Output the listing below verbatim, without images.
Segment Start: TASK INPUTS
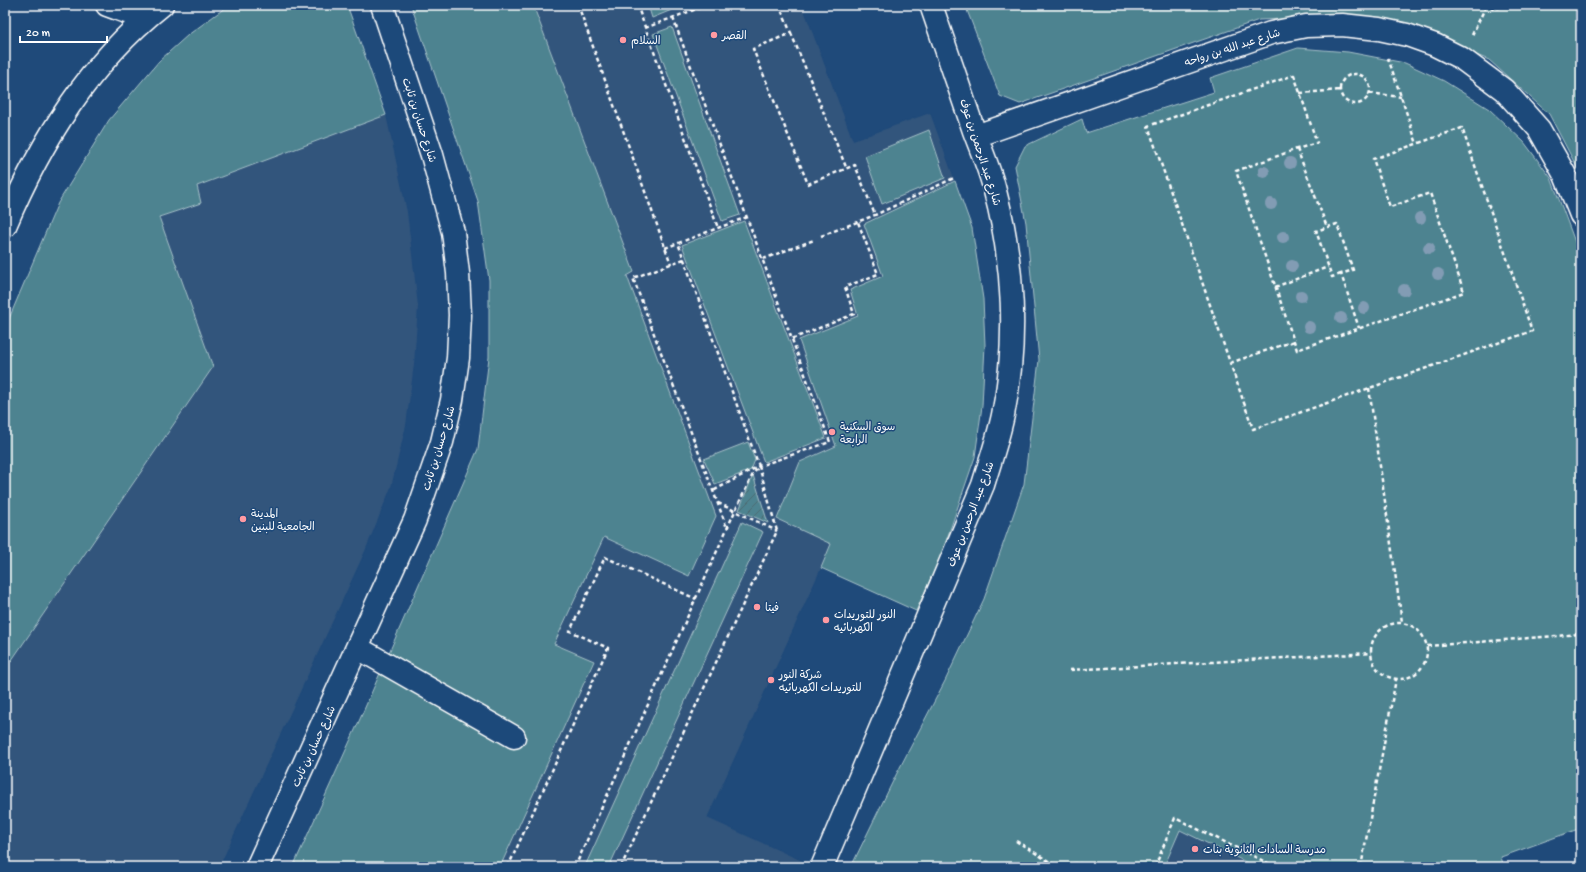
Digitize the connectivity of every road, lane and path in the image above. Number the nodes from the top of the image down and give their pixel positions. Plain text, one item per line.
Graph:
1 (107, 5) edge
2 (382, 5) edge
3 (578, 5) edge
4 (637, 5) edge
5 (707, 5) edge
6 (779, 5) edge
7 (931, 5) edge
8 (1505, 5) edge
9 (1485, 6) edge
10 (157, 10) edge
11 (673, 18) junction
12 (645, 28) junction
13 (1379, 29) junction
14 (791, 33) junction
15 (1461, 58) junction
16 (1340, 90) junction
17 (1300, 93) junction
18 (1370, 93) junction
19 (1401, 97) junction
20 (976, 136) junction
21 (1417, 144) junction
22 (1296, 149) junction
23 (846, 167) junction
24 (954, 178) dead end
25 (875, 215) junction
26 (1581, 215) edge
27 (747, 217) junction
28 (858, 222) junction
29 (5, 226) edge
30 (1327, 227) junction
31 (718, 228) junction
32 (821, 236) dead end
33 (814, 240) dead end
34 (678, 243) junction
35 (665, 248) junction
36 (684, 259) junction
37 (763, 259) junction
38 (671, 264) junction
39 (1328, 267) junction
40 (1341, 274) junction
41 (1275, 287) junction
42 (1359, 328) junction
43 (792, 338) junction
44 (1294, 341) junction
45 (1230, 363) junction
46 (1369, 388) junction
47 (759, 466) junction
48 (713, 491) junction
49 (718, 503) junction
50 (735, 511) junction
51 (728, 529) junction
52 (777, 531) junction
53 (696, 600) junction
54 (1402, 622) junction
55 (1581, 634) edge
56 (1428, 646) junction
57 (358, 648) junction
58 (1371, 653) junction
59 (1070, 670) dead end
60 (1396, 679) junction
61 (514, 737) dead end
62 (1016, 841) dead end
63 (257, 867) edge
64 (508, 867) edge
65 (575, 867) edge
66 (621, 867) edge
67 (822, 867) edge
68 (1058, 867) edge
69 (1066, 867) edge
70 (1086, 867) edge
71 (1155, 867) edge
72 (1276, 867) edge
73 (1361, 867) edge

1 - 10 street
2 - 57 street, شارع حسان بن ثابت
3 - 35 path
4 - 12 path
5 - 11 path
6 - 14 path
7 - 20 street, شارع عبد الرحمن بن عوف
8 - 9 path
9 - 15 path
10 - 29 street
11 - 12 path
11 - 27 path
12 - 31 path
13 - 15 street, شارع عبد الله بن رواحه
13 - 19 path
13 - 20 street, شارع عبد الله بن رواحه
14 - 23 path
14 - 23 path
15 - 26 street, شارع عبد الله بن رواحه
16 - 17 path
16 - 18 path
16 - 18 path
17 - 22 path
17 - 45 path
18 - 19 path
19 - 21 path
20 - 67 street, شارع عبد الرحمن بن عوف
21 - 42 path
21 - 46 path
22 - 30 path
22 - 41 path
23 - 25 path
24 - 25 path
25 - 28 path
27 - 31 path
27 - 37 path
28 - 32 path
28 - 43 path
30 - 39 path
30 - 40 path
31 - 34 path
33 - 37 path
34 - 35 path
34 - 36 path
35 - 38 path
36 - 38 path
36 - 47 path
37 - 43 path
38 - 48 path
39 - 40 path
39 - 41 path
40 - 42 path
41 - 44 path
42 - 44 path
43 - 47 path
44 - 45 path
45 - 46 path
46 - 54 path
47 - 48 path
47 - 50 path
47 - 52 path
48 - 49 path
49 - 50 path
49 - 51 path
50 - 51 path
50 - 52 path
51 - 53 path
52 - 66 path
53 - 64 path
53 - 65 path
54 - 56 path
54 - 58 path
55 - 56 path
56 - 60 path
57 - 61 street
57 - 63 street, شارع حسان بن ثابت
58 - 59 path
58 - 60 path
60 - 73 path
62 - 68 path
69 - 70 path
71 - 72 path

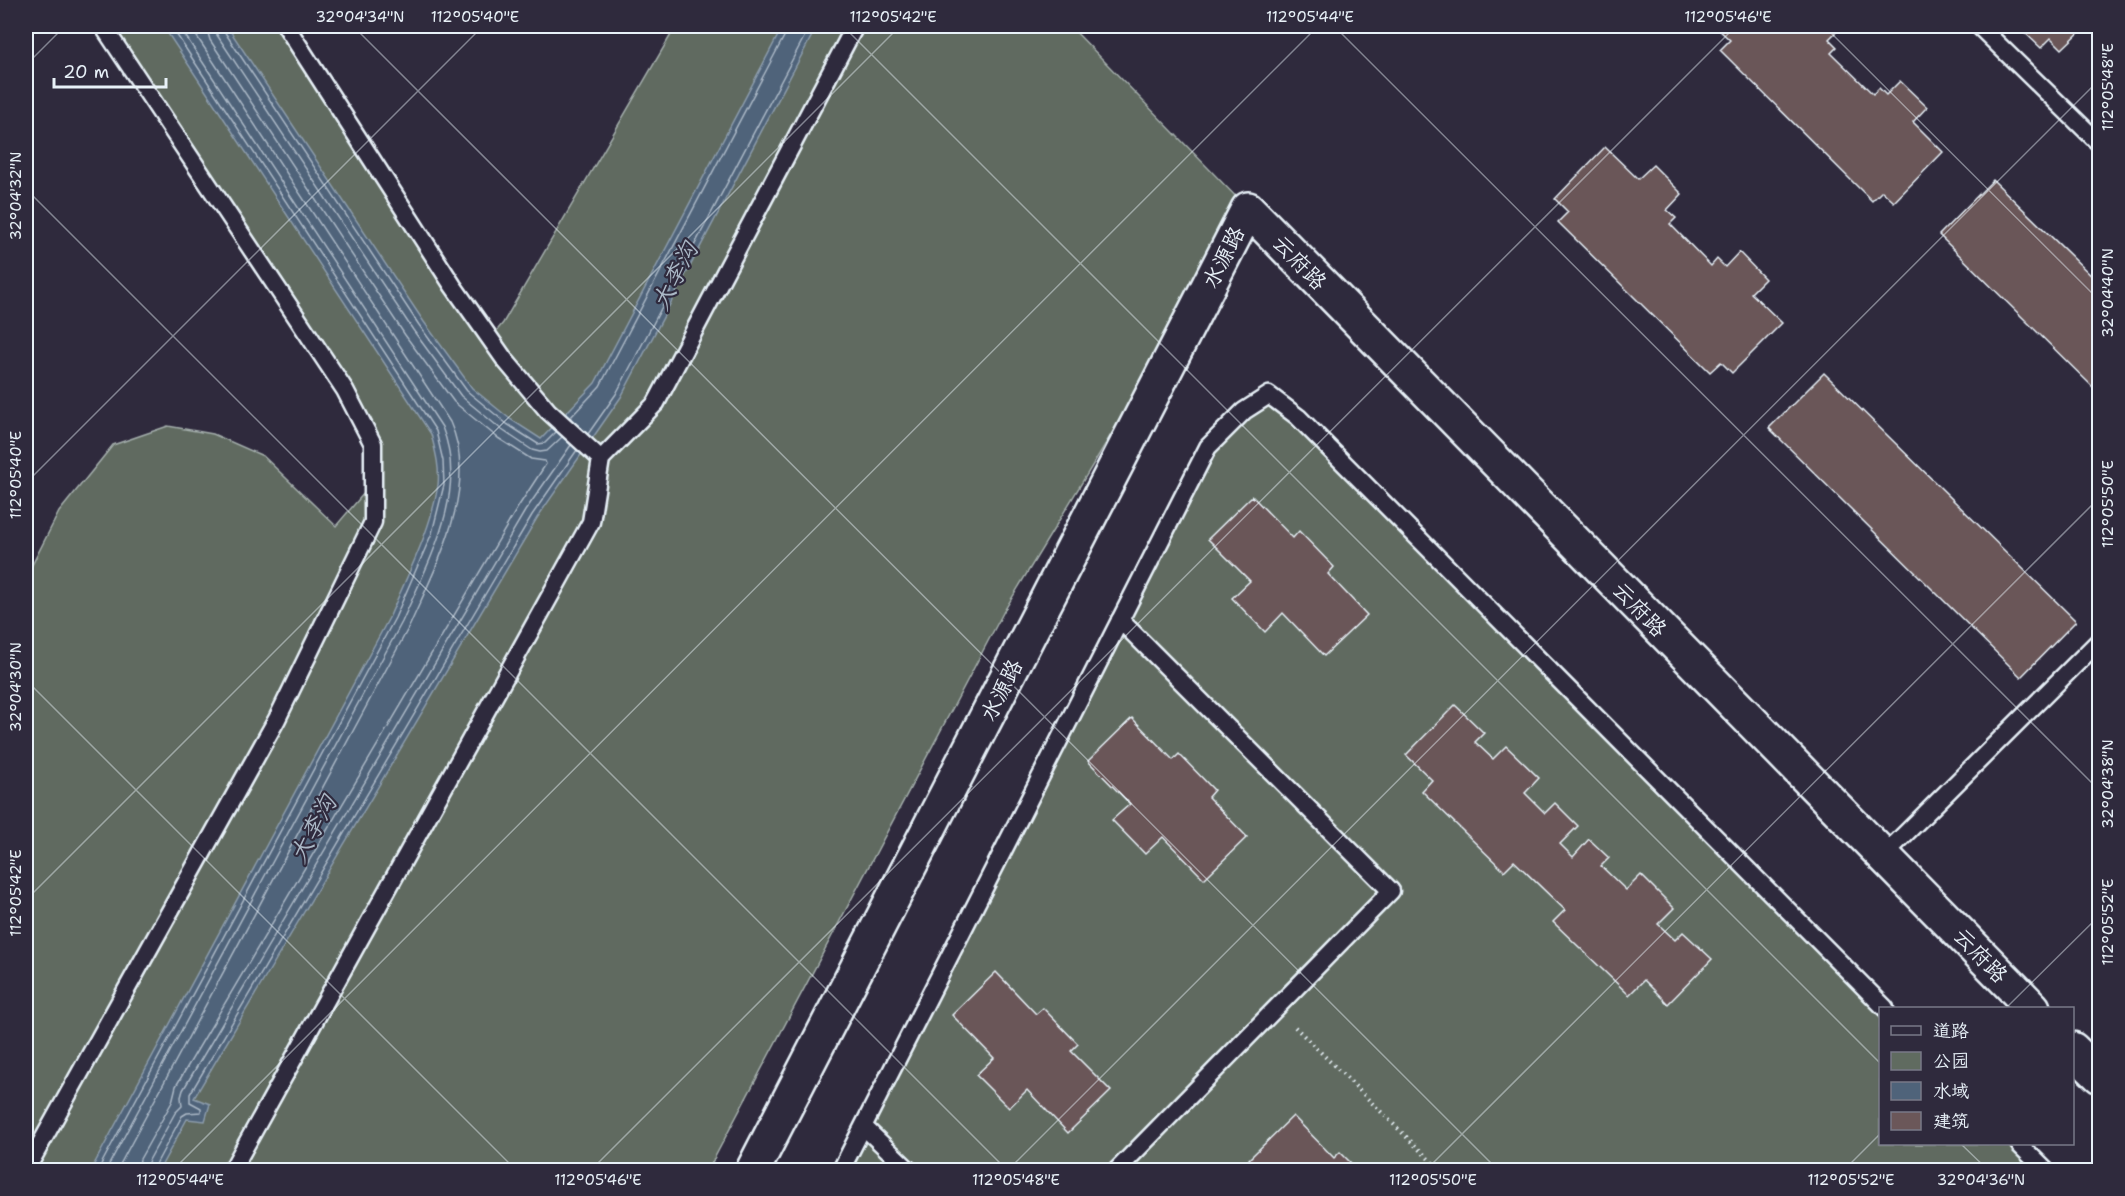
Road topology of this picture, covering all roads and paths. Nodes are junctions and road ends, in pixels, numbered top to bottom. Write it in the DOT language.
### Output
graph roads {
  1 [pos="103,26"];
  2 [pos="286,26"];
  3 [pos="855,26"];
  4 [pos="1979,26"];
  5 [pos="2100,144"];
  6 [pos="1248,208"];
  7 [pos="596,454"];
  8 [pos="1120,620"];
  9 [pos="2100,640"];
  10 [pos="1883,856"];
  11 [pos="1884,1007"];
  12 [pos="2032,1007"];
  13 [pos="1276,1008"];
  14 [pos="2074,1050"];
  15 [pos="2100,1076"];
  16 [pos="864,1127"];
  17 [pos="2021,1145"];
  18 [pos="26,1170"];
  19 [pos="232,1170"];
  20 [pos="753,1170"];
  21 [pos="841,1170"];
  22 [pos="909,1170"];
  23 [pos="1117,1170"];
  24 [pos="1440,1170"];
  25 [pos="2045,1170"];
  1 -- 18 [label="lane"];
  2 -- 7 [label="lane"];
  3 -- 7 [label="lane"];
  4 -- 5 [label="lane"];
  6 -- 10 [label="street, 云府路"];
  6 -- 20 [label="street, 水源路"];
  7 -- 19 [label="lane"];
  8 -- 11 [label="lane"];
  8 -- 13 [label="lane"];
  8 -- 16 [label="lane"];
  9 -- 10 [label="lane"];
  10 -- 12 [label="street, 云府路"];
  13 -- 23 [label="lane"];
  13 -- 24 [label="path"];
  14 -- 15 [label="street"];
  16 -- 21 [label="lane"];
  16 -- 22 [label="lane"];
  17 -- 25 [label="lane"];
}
Segment End: TASK INPUTS
◆ TASK RESULT ◆
Digitize the connectivity of every road, lane and path in the image above. Number the nodes from the top of the image down and give their pixel positions. Plain text, one item per line.
Graph:
1 (107, 5) edge
2 (382, 5) edge
3 (578, 5) edge
4 (637, 5) edge
5 (707, 5) edge
6 (779, 5) edge
7 (931, 5) edge
8 (1505, 5) edge
9 (1485, 6) edge
10 (157, 10) edge
11 (673, 18) junction
12 (645, 28) junction
13 (1379, 29) junction
14 (791, 33) junction
15 (1461, 58) junction
16 (1340, 90) junction
17 (1300, 93) junction
18 (1370, 93) junction
19 (1401, 97) junction
20 (976, 136) junction
21 (1417, 144) junction
22 (1296, 149) junction
23 (846, 167) junction
24 (954, 178) dead end
25 (875, 215) junction
26 (1581, 215) edge
27 (747, 217) junction
28 (858, 222) junction
29 (5, 226) edge
30 (1327, 227) junction
31 (718, 228) junction
32 (821, 236) dead end
33 (814, 240) dead end
34 (678, 243) junction
35 (665, 248) junction
36 (684, 259) junction
37 (763, 259) junction
38 (671, 264) junction
39 (1328, 267) junction
40 (1341, 274) junction
41 (1275, 287) junction
42 (1359, 328) junction
43 (792, 338) junction
44 (1294, 341) junction
45 (1230, 363) junction
46 (1369, 388) junction
47 (759, 466) junction
48 (713, 491) junction
49 (718, 503) junction
50 (735, 511) junction
51 (728, 529) junction
52 (777, 531) junction
53 (696, 600) junction
54 (1402, 622) junction
55 (1581, 634) edge
56 (1428, 646) junction
57 (358, 648) junction
58 (1371, 653) junction
59 (1070, 670) dead end
60 (1396, 679) junction
61 (514, 737) dead end
62 (1016, 841) dead end
63 (257, 867) edge
64 (508, 867) edge
65 (575, 867) edge
66 (621, 867) edge
67 (822, 867) edge
68 (1058, 867) edge
69 (1066, 867) edge
70 (1086, 867) edge
71 (1155, 867) edge
72 (1276, 867) edge
73 (1361, 867) edge

1 - 10 street
2 - 57 street, شارع حسان بن ثابت
3 - 35 path
4 - 12 path
5 - 11 path
6 - 14 path
7 - 20 street, شارع عبد الرحمن بن عوف
8 - 9 path
9 - 15 path
10 - 29 street
11 - 12 path
11 - 27 path
12 - 31 path
13 - 15 street, شارع عبد الله بن رواحه
13 - 19 path
13 - 20 street, شارع عبد الله بن رواحه
14 - 23 path
14 - 23 path
15 - 26 street, شارع عبد الله بن رواحه
16 - 17 path
16 - 18 path
16 - 18 path
17 - 22 path
17 - 45 path
18 - 19 path
19 - 21 path
20 - 67 street, شارع عبد الرحمن بن عوف
21 - 42 path
21 - 46 path
22 - 30 path
22 - 41 path
23 - 25 path
24 - 25 path
25 - 28 path
27 - 31 path
27 - 37 path
28 - 32 path
28 - 43 path
30 - 39 path
30 - 40 path
31 - 34 path
33 - 37 path
34 - 35 path
34 - 36 path
35 - 38 path
36 - 38 path
36 - 47 path
37 - 43 path
38 - 48 path
39 - 40 path
39 - 41 path
40 - 42 path
41 - 44 path
42 - 44 path
43 - 47 path
44 - 45 path
45 - 46 path
46 - 54 path
47 - 48 path
47 - 50 path
47 - 52 path
48 - 49 path
49 - 50 path
49 - 51 path
50 - 51 path
50 - 52 path
51 - 53 path
52 - 66 path
53 - 64 path
53 - 65 path
54 - 56 path
54 - 58 path
55 - 56 path
56 - 60 path
57 - 61 street
57 - 63 street, شارع حسان بن ثابت
58 - 59 path
58 - 60 path
60 - 73 path
62 - 68 path
69 - 70 path
71 - 72 path

Road topology of this picture, covering all roads and paths. Nodes are junctions and road ends, in pixels, numbered top to bottom. Write it in the DOT language.
### Output
graph roads {
  1 [pos="103,26"];
  2 [pos="286,26"];
  3 [pos="855,26"];
  4 [pos="1979,26"];
  5 [pos="2100,144"];
  6 [pos="1248,208"];
  7 [pos="596,454"];
  8 [pos="1120,620"];
  9 [pos="2100,640"];
  10 [pos="1883,856"];
  11 [pos="1884,1007"];
  12 [pos="2032,1007"];
  13 [pos="1276,1008"];
  14 [pos="2074,1050"];
  15 [pos="2100,1076"];
  16 [pos="864,1127"];
  17 [pos="2021,1145"];
  18 [pos="26,1170"];
  19 [pos="232,1170"];
  20 [pos="753,1170"];
  21 [pos="841,1170"];
  22 [pos="909,1170"];
  23 [pos="1117,1170"];
  24 [pos="1440,1170"];
  25 [pos="2045,1170"];
  1 -- 18 [label="lane"];
  2 -- 7 [label="lane"];
  3 -- 7 [label="lane"];
  4 -- 5 [label="lane"];
  6 -- 10 [label="street, 云府路"];
  6 -- 20 [label="street, 水源路"];
  7 -- 19 [label="lane"];
  8 -- 11 [label="lane"];
  8 -- 13 [label="lane"];
  8 -- 16 [label="lane"];
  9 -- 10 [label="lane"];
  10 -- 12 [label="street, 云府路"];
  13 -- 23 [label="lane"];
  13 -- 24 [label="path"];
  14 -- 15 [label="street"];
  16 -- 21 [label="lane"];
  16 -- 22 [label="lane"];
  17 -- 25 [label="lane"];
}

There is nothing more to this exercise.